Scott told BusinessWest that he considers such letter-writing, such telling it like it is, to be an important part of his job. He describes all of these various efforts as part of his work to be a voice for victims — and he says there are not enough of them.
“You have a lot of people out there who are very vocal about the rights of criminals, and how fairly criminals should be treated when they go to court,” he said. “There are a lot of voices out there.

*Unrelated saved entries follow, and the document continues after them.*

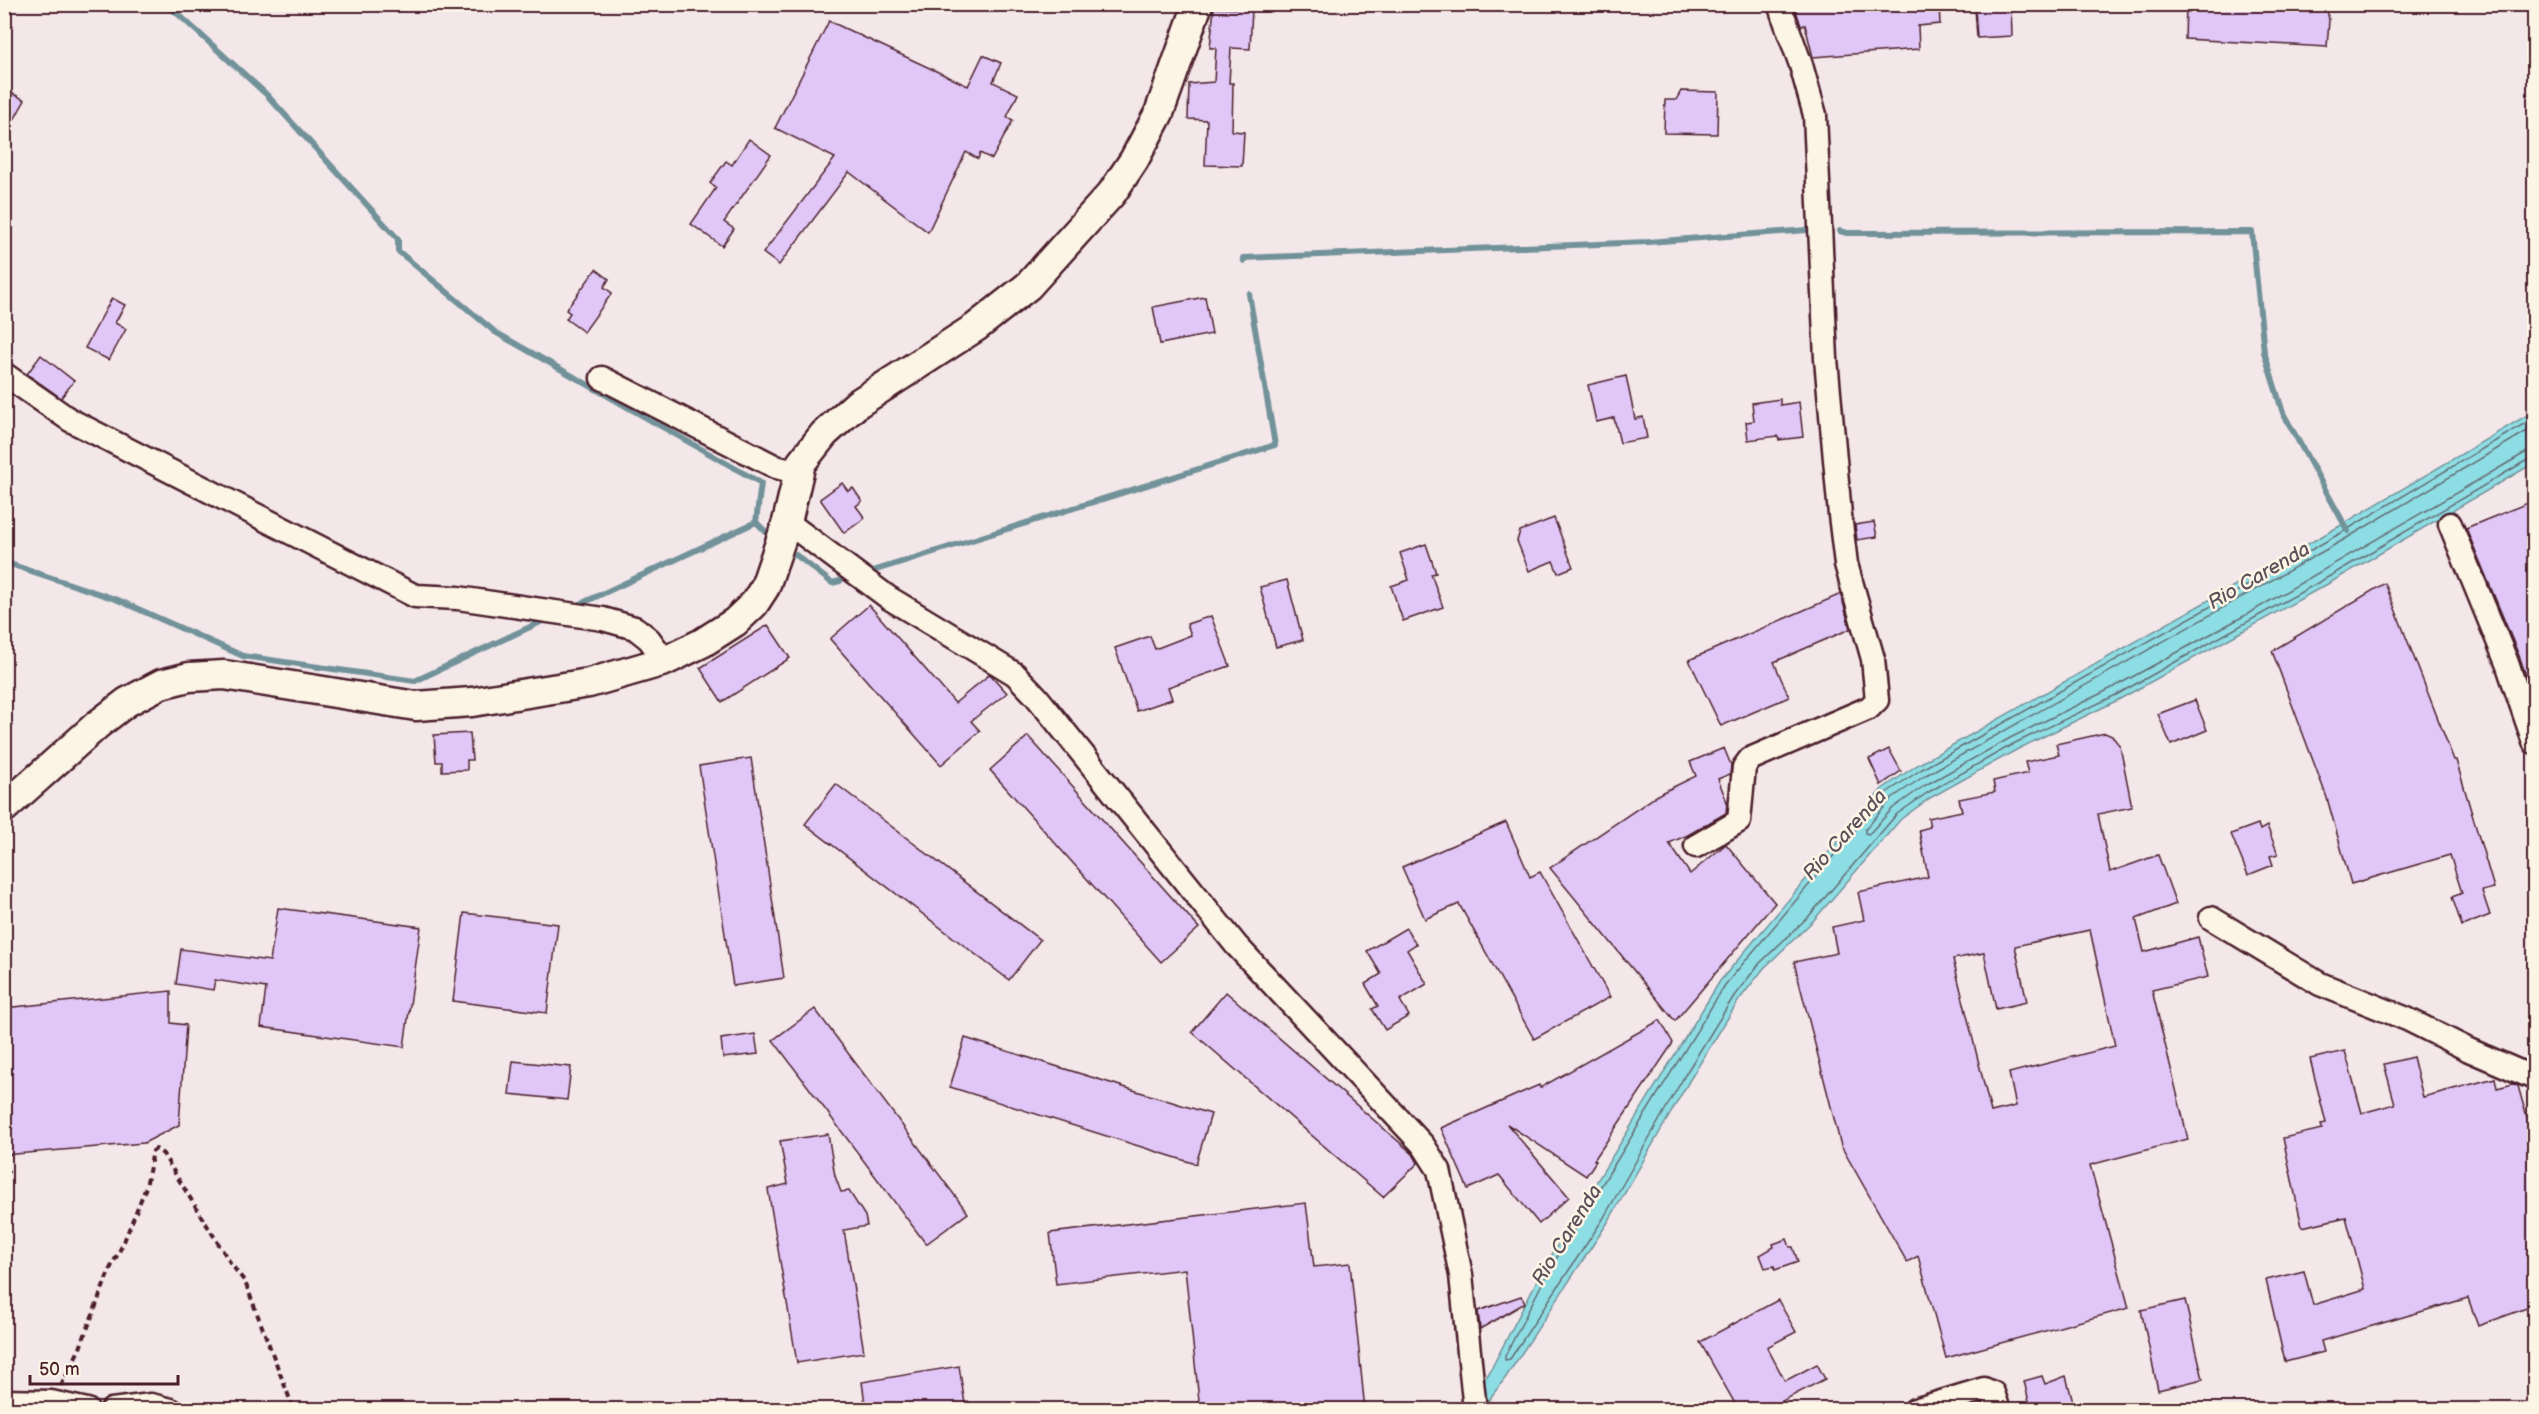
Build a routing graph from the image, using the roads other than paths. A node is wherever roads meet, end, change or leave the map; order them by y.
1 (1198, 4) edge
2 (1779, 4) edge
3 (4, 375) edge
4 (602, 378) dead end
5 (798, 472) junction
6 (787, 522) junction
7 (2450, 524) dead end
8 (665, 661) junction
9 (2535, 742) edge
10 (4, 808) edge
11 (1696, 846) dead end
12 (2211, 918) dead end
13 (2535, 1078) edge
14 (1474, 1400) edge
15 (4, 1401) edge
16 (87, 1410) edge
17 (112, 1410) edge
18 (171, 1410) edge
19 (1915, 1410) edge
20 (1999, 1410) edge

1 - 5 main road
2 - 11 street
3 - 8 street
4 - 5 street
5 - 6 main road
6 - 8 main road
6 - 14 street
7 - 9 street
8 - 10 main road
12 - 13 street
15 - 16 street
17 - 18 street
19 - 20 street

But not a lot of voices saying, ‘how about the victims of crime?’”
For standing up for victims and, more importantly, for making Holyoke an inhospitable place for criminals and would-be criminals, Chief Scott has made another headline, this time as one of BusinessWest’s Difference Makers for 2011.

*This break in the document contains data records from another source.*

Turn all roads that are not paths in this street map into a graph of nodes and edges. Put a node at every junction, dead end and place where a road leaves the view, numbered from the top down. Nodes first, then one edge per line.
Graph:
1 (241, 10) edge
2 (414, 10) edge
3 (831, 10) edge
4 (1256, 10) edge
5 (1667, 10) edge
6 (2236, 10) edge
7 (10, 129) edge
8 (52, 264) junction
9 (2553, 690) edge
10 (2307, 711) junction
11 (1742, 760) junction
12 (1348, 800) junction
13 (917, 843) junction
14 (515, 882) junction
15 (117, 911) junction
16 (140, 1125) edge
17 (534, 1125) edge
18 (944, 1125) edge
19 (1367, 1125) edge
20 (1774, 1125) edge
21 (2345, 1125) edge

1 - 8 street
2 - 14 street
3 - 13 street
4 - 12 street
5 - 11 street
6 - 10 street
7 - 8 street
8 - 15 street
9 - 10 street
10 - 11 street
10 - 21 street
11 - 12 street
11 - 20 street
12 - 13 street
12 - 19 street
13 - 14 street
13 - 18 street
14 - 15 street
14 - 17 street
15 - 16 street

And the chief found a little irony in the fact that he was being honored by a business publication, because he has a degree in business, and, more to the point, he approaches crime like a business.

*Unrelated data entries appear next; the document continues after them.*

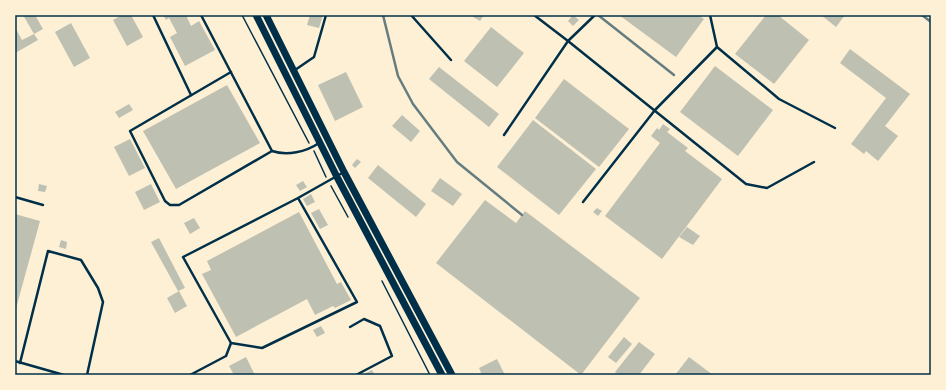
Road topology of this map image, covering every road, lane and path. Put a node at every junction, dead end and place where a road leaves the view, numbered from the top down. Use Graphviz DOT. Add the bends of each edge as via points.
graph roads {
  1 [pos="153,15"];
  2 [pos="201,15"];
  3 [pos="256,15"];
  4 [pos="266,15"];
  5 [pos="326,15"];
  6 [pos="410,15"];
  7 [pos="534,15"];
  8 [pos="595,15"];
  9 [pos="710,15"];
  10 [pos="568,41"];
  11 [pos="718,47"];
  12 [pos="451,60"];
  13 [pos="295,70"];
  14 [pos="231,72"];
  15 [pos="191,95"];
  16 [pos="655,110"];
  17 [pos="835,128"];
  18 [pos="504,135"];
  19 [pos="328,138"];
  20 [pos="320,142"];
  21 [pos="272,152"];
  22 [pos="814,162"];
  23 [pos="344,172"];
  24 [pos="337,177"];
  25 [pos="15,197"];
  26 [pos="298,198"];
  27 [pos="583,202"];
  28 [pos="43,205"];
  29 [pos="350,327"];
  30 [pos="231,343"];
  31 [pos="15,361"];
  32 [pos="20,363"];
  33 [pos="64,375"];
  34 [pos="88,375"];
  35 [pos="190,375"];
  36 [pos="356,375"];
  37 [pos="442,375"];
  38 [pos="452,375"];
  1 -- 15 [label="lane"];
  2 -- 14 [label="lane"];
  3 -- 20 [label="main road"];
  4 -- 13 [label="main road"];
  5 -- 13 [label="lane" via="314,57"];
  6 -- 12 [label="lane"];
  7 -- 10 [label="lane"];
  8 -- 10 [label="lane"];
  9 -- 11 [label="lane"];
  10 -- 16 [label="lane"];
  10 -- 18 [label="lane"];
  11 -- 16 [label="lane"];
  11 -- 17 [label="lane" via="779,99"];
  13 -- 19 [label="main road"];
  14 -- 15 [label="lane"];
  14 -- 21 [label="lane"];
  15 -- 21 [label="lane" via="130,130 165,201 170,205 179,205"];
  16 -- 22 [label="lane" via="746,184 768,188"];
  16 -- 27 [label="lane"];
  19 -- 20 [label="lane"];
  19 -- 23 [label="main road"];
  20 -- 21 [label="lane" via="312,148 284,155"];
  20 -- 24 [label="main road"];
  23 -- 24 [label="lane"];
  23 -- 38 [label="main road"];
  24 -- 26 [label="lane"];
  24 -- 37 [label="main road"];
  25 -- 28 [label="lane"];
  26 -- 30 [label="lane" via="183,257"];
  26 -- 30 [label="lane" via="357,302 262,348"];
  29 -- 36 [label="lane" via="364,319 380,326 392,356"];
  30 -- 35 [label="lane" via="226,356"];
  31 -- 32 [label="lane"];
  32 -- 33 [label="lane"];
  32 -- 34 [label="lane" via="48,251 81,260 98,288 103,302"];
}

Well, to be more specific, he says he wants to make it so criminals won’t want to do business in his city.
“If a business is operating within a city and that city continues to raise its taxes and raise its fees, and the business overhead gets to be expensive for them, they’ll relocate,” he explained. “They’ll go to another city where the taxes are lower and the fees are low enough so they can operate and make a profit.
“I look at that the same way I do at criminals,” he continued. “I try to make the overhead as high as possible; I try to wreck their drug business, I try to get fees and fines increased … and those individuals from the dark side, the attorneys, help me out a lot. They charge a great deal of money for their services. So the criminal has to pay higher attorney fees, higher fines, they lose their drugs — so they are going to seek out a city that’s not driving up the overhead. I get calls from correctional officers working in Massachusetts and Connecticut who tell me that the criminal element is telling other criminals, ‘don’t go to Holyoke — that chief is crazy.’”
Lawyers probably like Scott because his war on crime has created more business for them, but if they don’t, it really doesn’t matter to him. As he said, he’s told the City Council on many occasions, “I don’t do touchy-feely. My job is to remove the criminal element from the street and make the community safe.”
Scott will reach mandatory retirement age (65) in a few months, and is stepping down in April. He said his plan for life after police work — and it seems well-thought-out — is to do consulting work with police departments, handle background checks on candidates for executive positions, and similar investigatory work. He said he won’t miss the judges — and took one more shot on his way out the door, saying he’ll be extra careful in retirement “because, if I get arrested for a parking ticket, I’m going to jail” — or the city councilors. He will miss the people of Holyoke, though.
“They welcomed me into their community and made me feel at home,” he said, adding that he’s not quite sure what retirement will bring for him.
Probably more of what he’s been doing all along: telling the truth.